### What is required
Whenever a line of the material contains the string "Griesemerter", it should be copied.
+++ Listed records
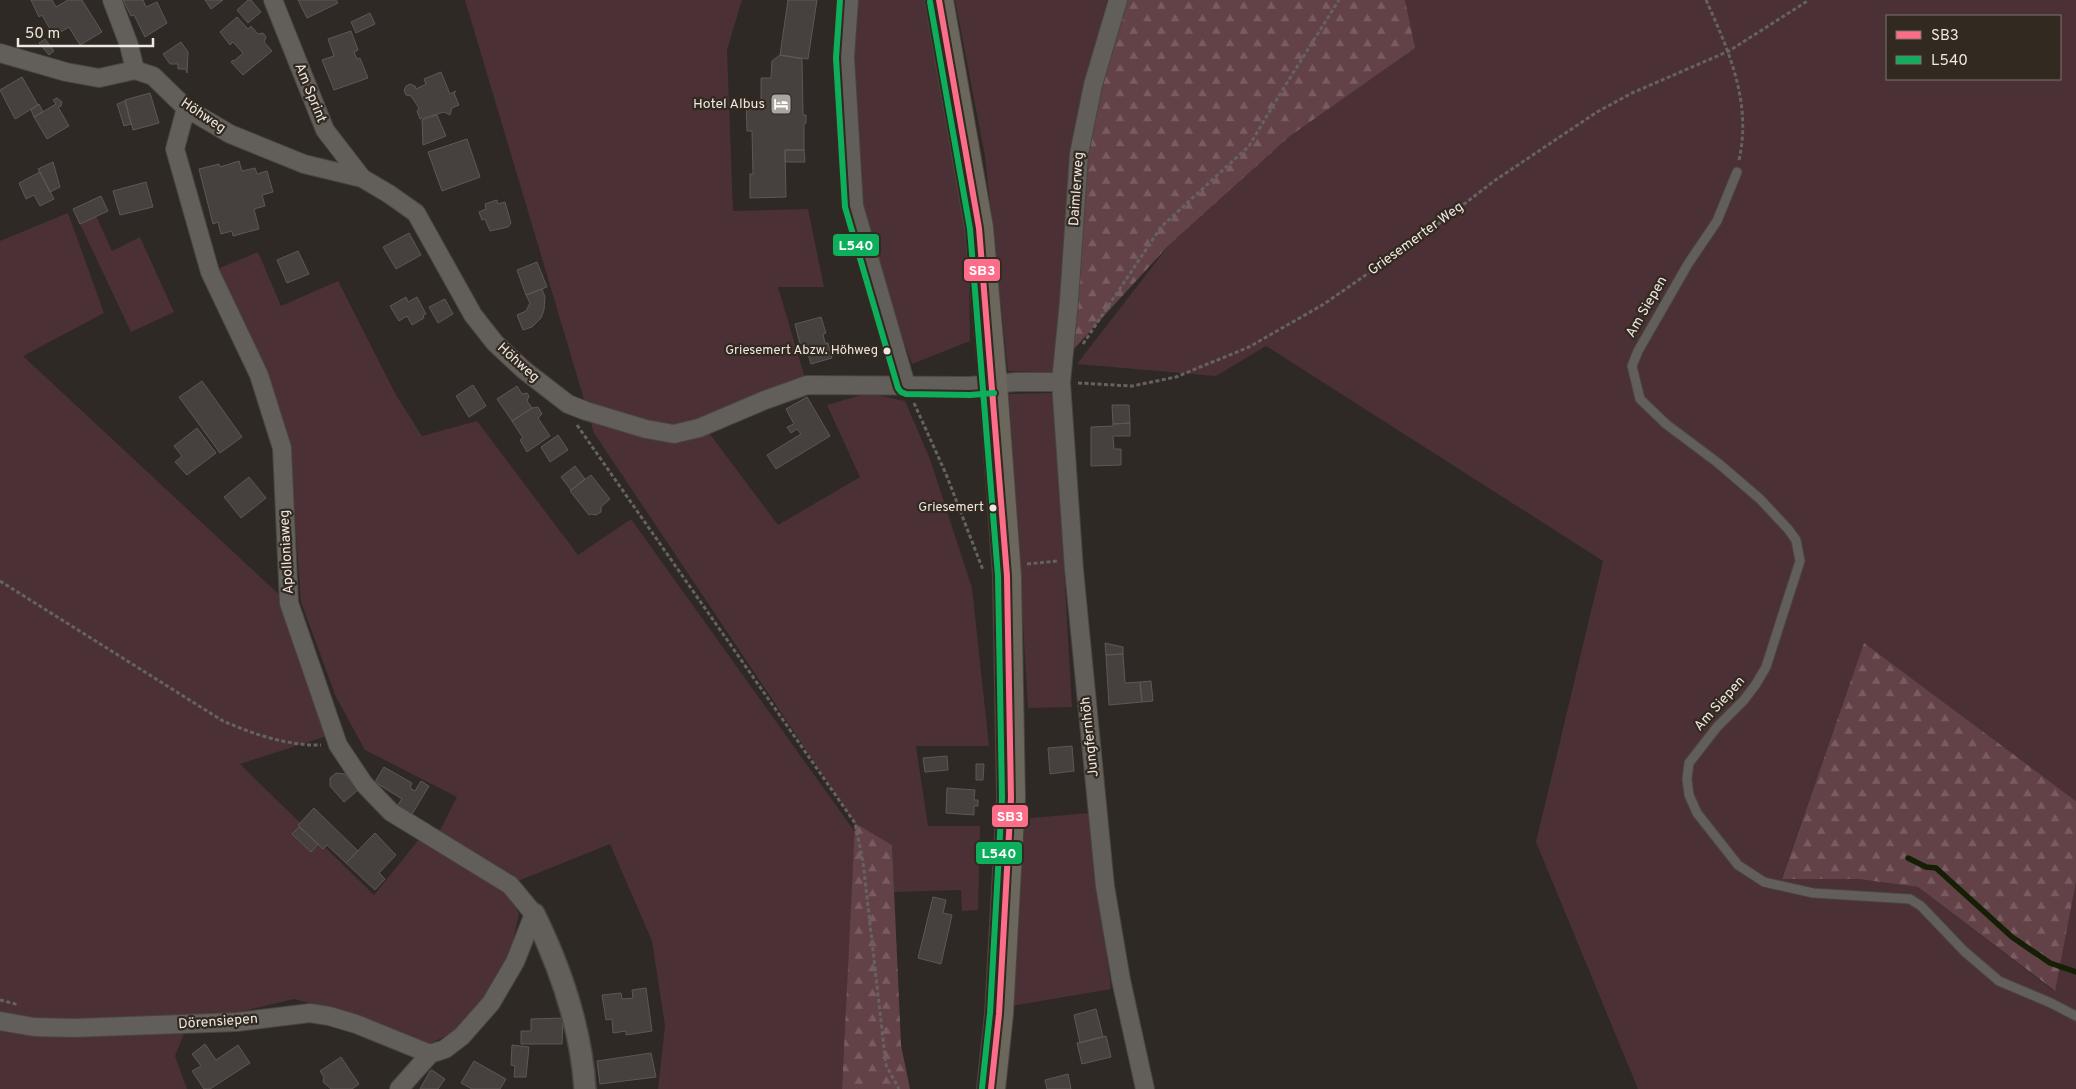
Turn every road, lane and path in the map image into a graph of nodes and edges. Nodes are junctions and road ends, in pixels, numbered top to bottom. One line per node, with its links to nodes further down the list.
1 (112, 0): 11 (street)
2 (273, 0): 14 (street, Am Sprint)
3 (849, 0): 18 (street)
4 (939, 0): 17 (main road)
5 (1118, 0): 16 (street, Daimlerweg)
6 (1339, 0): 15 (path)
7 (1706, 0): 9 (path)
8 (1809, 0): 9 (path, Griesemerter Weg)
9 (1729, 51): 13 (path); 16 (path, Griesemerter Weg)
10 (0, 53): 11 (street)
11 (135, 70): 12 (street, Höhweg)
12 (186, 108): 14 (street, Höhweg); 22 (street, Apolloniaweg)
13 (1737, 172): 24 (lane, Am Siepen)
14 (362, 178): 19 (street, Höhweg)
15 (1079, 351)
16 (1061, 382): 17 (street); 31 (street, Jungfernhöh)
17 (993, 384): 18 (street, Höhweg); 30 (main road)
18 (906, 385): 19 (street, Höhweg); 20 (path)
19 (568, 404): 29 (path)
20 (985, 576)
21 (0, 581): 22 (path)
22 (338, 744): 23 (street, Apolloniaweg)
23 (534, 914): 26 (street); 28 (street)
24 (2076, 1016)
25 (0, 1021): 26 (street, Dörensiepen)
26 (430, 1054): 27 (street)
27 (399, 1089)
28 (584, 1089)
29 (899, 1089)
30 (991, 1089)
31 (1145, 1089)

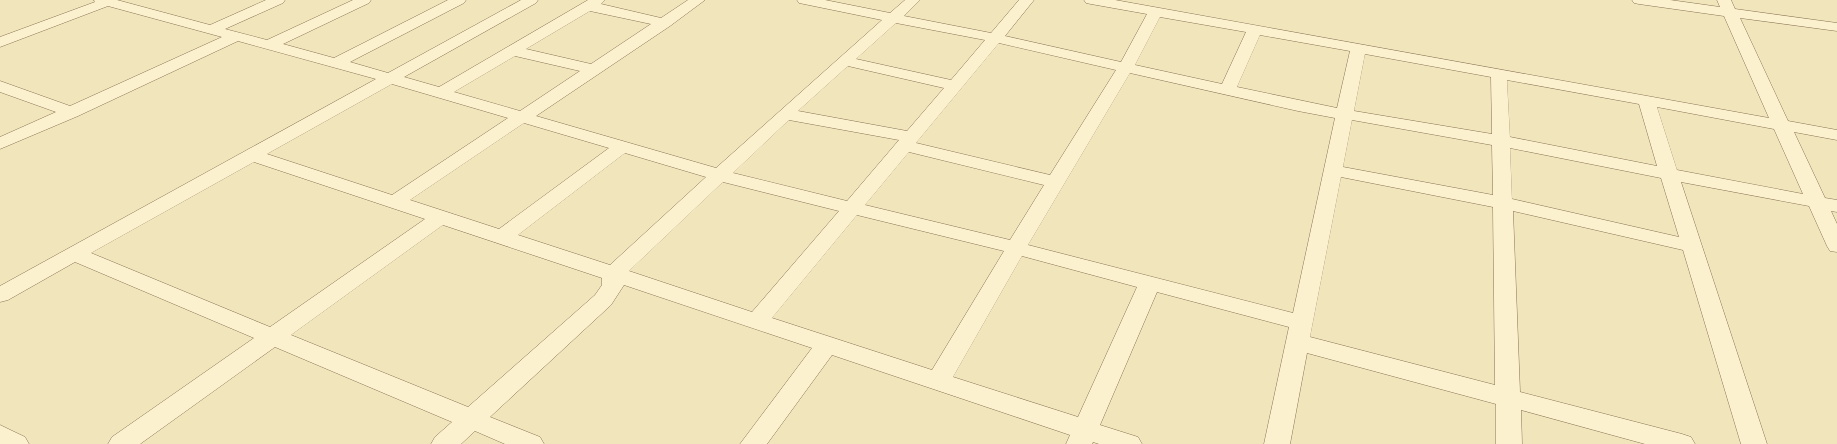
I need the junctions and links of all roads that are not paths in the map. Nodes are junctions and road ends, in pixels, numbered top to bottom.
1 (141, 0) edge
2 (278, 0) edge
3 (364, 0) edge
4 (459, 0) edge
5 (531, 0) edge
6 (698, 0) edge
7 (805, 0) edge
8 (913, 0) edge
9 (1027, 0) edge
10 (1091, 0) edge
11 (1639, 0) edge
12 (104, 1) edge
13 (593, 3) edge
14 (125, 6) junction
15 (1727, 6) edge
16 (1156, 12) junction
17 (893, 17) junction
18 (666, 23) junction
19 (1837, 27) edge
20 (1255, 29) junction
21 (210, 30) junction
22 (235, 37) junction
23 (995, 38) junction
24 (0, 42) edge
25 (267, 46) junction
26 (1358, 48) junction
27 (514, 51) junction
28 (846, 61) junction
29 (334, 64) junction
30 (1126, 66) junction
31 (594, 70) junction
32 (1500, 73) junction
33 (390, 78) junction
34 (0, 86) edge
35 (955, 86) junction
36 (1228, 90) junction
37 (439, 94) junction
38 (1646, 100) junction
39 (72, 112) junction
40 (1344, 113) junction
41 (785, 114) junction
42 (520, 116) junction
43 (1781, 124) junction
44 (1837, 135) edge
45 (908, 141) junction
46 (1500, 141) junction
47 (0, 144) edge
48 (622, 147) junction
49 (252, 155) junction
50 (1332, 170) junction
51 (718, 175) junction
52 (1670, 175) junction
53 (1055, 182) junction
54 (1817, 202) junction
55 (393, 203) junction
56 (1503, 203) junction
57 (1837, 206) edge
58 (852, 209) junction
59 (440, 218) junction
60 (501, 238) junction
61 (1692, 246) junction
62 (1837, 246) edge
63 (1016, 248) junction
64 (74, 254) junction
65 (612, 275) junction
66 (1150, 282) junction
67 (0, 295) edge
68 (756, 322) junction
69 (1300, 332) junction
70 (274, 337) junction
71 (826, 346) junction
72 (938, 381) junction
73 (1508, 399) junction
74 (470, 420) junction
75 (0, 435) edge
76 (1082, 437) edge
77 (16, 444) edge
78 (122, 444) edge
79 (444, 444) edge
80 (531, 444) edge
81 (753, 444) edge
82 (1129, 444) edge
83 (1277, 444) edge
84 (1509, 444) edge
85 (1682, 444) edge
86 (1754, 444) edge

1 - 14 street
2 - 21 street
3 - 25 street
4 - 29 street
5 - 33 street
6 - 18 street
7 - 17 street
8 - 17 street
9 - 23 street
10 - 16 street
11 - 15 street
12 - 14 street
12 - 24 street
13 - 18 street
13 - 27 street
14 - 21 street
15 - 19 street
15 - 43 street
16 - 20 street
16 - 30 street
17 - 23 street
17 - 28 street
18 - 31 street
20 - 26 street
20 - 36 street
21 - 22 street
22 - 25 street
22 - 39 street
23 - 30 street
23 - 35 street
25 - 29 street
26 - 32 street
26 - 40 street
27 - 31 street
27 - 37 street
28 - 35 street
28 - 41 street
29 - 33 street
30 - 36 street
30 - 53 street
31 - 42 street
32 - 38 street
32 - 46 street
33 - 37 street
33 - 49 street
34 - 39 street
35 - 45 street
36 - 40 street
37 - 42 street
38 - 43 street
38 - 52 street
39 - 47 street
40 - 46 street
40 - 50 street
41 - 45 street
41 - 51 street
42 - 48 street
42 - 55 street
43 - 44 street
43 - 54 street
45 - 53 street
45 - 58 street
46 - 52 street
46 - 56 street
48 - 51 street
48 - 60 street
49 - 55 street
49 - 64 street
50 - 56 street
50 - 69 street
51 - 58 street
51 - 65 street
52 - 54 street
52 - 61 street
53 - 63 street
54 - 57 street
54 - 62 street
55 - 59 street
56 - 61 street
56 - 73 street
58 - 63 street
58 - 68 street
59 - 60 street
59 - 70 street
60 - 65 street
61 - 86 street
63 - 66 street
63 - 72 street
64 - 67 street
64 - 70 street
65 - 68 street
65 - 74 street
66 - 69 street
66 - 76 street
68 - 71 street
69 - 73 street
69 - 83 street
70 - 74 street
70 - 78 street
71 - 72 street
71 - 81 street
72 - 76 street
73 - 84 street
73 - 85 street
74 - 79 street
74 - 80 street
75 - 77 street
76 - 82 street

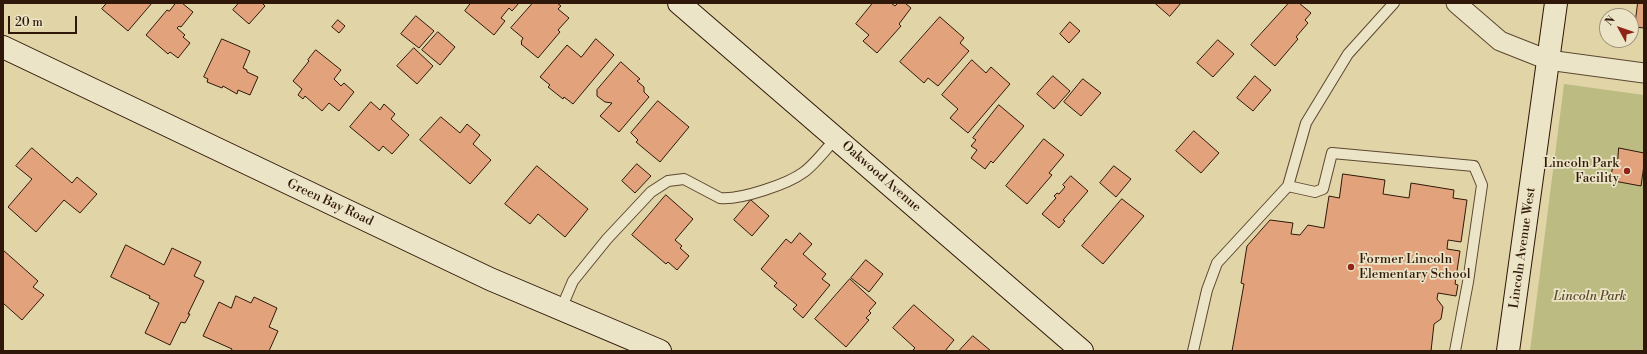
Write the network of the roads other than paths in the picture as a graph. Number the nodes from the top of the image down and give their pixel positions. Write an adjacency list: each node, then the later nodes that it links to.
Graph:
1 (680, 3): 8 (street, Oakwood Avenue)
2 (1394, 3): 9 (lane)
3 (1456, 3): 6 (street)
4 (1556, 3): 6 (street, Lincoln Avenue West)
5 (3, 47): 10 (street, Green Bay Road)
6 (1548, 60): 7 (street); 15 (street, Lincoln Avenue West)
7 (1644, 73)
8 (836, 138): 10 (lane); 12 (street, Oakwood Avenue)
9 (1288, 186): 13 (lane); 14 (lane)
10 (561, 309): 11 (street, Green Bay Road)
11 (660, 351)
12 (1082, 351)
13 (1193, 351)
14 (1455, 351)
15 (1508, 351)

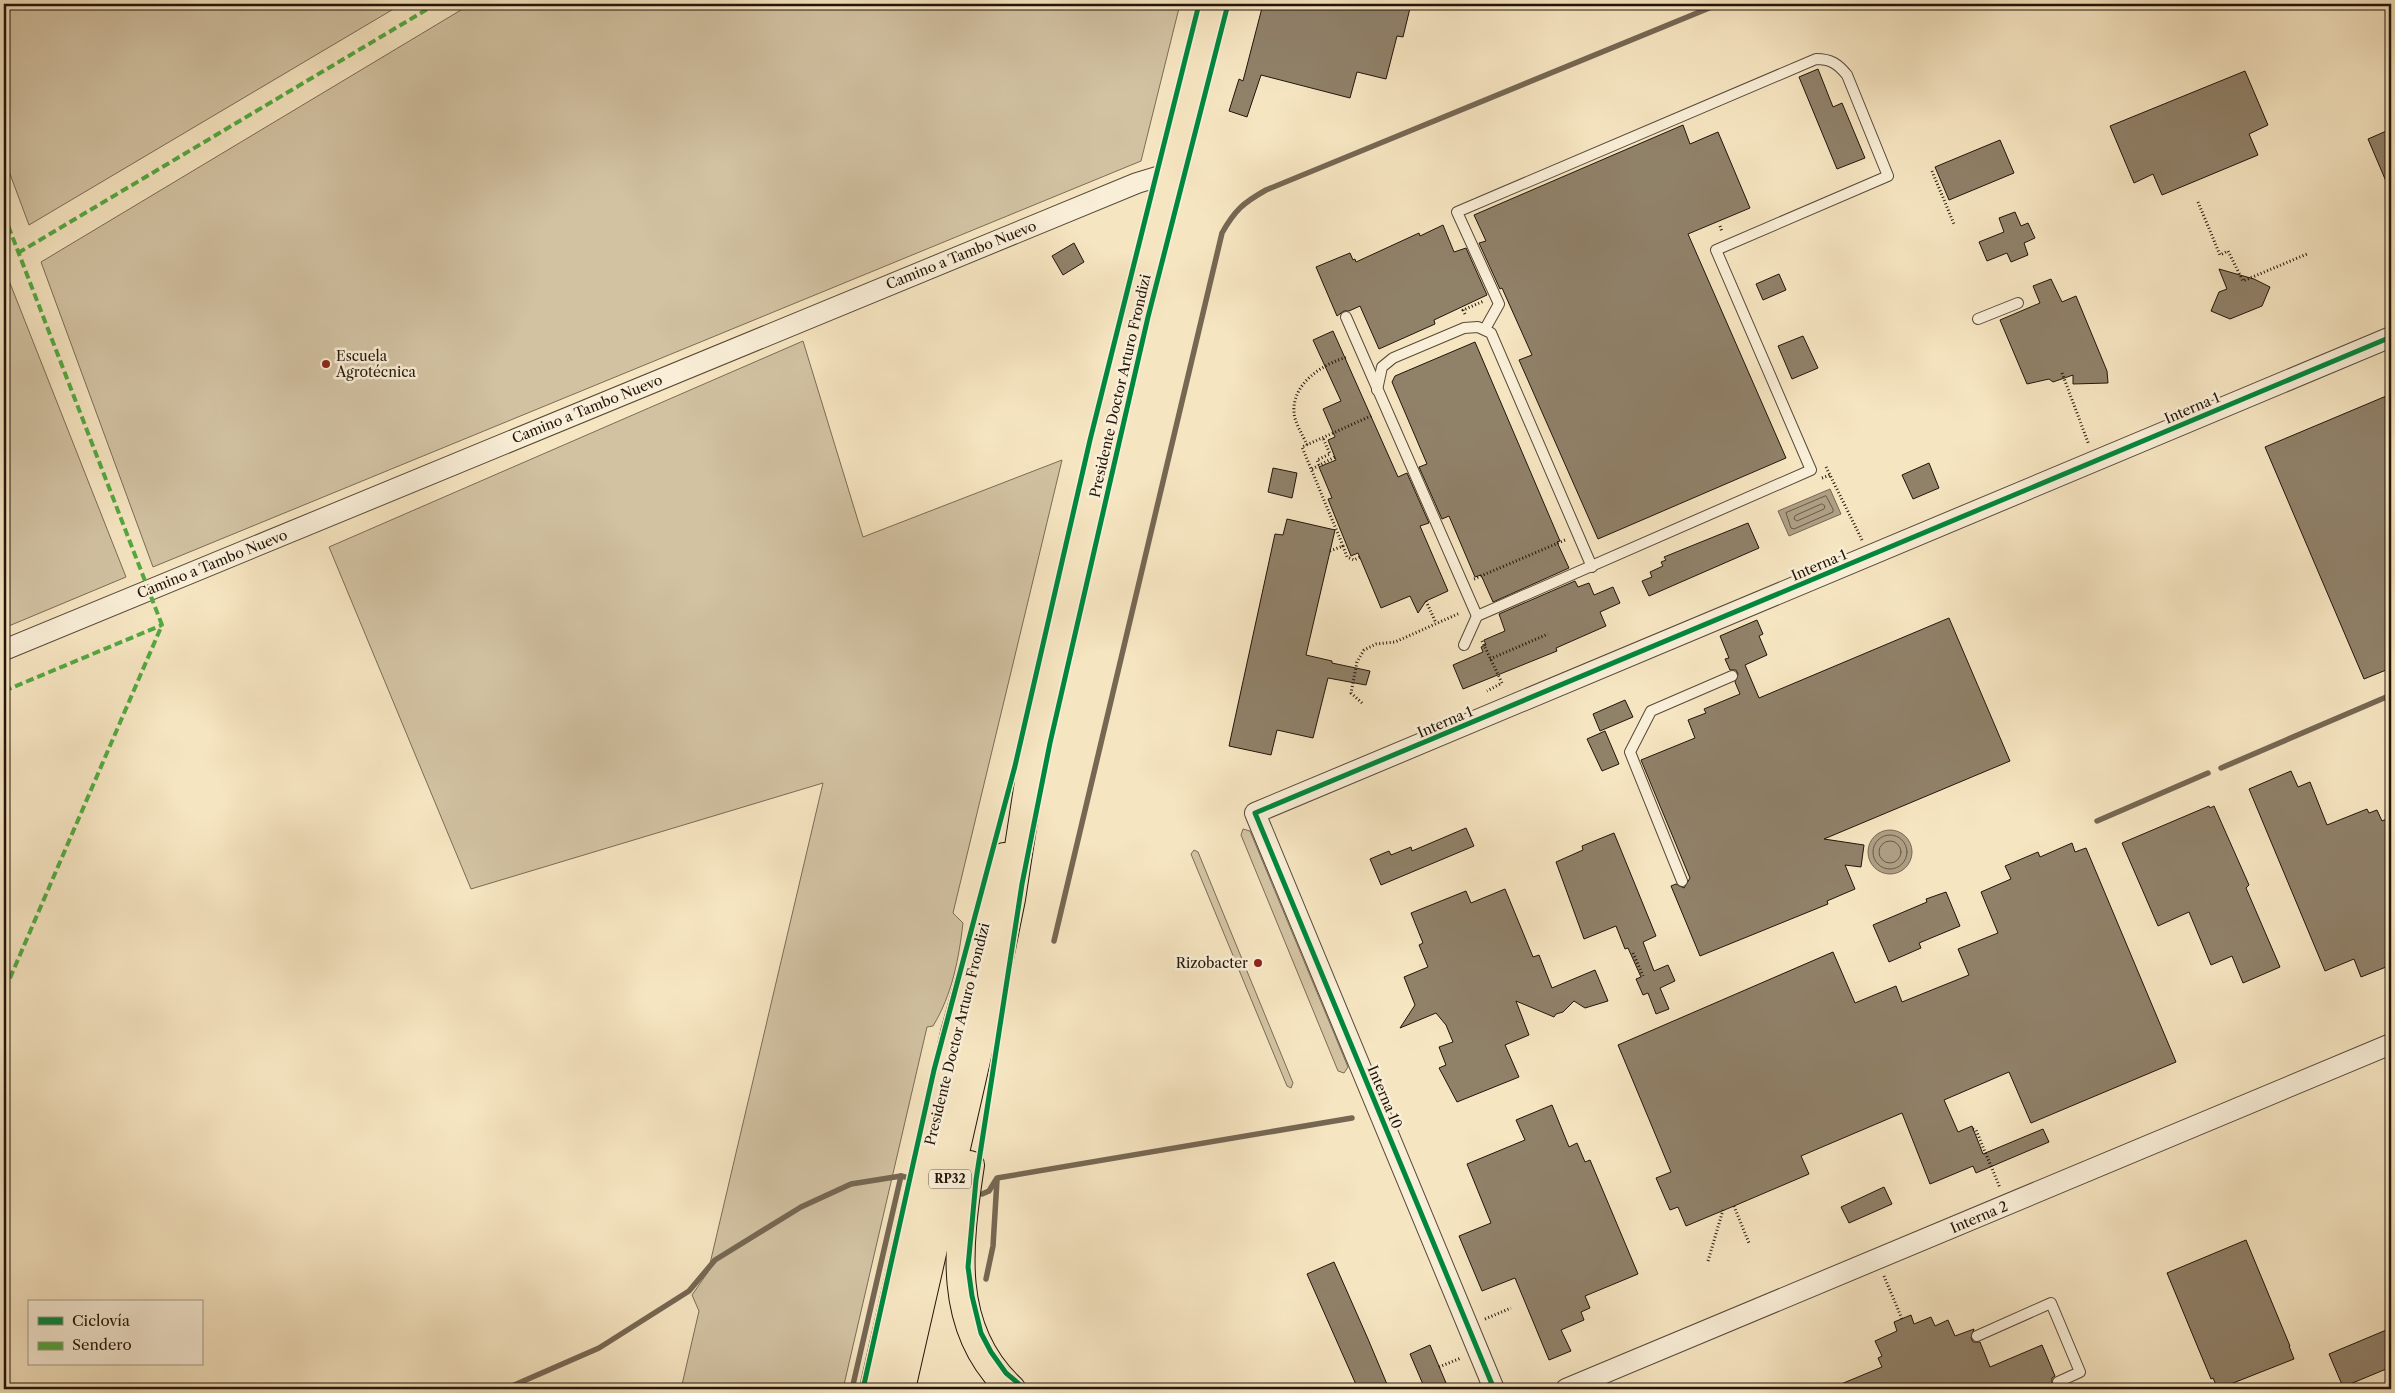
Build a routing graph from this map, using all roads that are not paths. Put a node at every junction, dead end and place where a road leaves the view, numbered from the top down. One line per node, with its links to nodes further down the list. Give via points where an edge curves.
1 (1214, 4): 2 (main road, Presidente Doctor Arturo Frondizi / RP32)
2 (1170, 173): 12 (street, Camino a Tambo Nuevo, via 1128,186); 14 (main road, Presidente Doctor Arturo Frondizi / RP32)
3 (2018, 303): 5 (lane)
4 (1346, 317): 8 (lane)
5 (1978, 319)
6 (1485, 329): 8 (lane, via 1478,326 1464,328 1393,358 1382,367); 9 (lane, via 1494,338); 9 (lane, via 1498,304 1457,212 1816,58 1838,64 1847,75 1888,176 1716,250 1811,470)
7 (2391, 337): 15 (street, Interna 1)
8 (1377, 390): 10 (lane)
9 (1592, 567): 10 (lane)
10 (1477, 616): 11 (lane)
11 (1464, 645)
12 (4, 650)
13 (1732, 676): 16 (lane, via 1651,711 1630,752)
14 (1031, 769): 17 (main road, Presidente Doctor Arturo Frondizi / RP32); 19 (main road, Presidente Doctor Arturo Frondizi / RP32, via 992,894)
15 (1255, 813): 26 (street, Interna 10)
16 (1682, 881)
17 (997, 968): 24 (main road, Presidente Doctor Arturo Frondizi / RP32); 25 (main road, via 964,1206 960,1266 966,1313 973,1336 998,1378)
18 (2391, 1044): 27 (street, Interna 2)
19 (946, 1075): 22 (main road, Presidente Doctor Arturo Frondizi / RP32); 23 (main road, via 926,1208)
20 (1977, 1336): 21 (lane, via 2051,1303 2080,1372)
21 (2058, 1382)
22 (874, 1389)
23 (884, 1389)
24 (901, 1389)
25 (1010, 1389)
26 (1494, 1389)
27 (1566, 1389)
++++++
### Result of the exercise
8 (1809, 0): 9 (path, Griesemerter Weg)
9 (1729, 51): 13 (path); 16 (path, Griesemerter Weg)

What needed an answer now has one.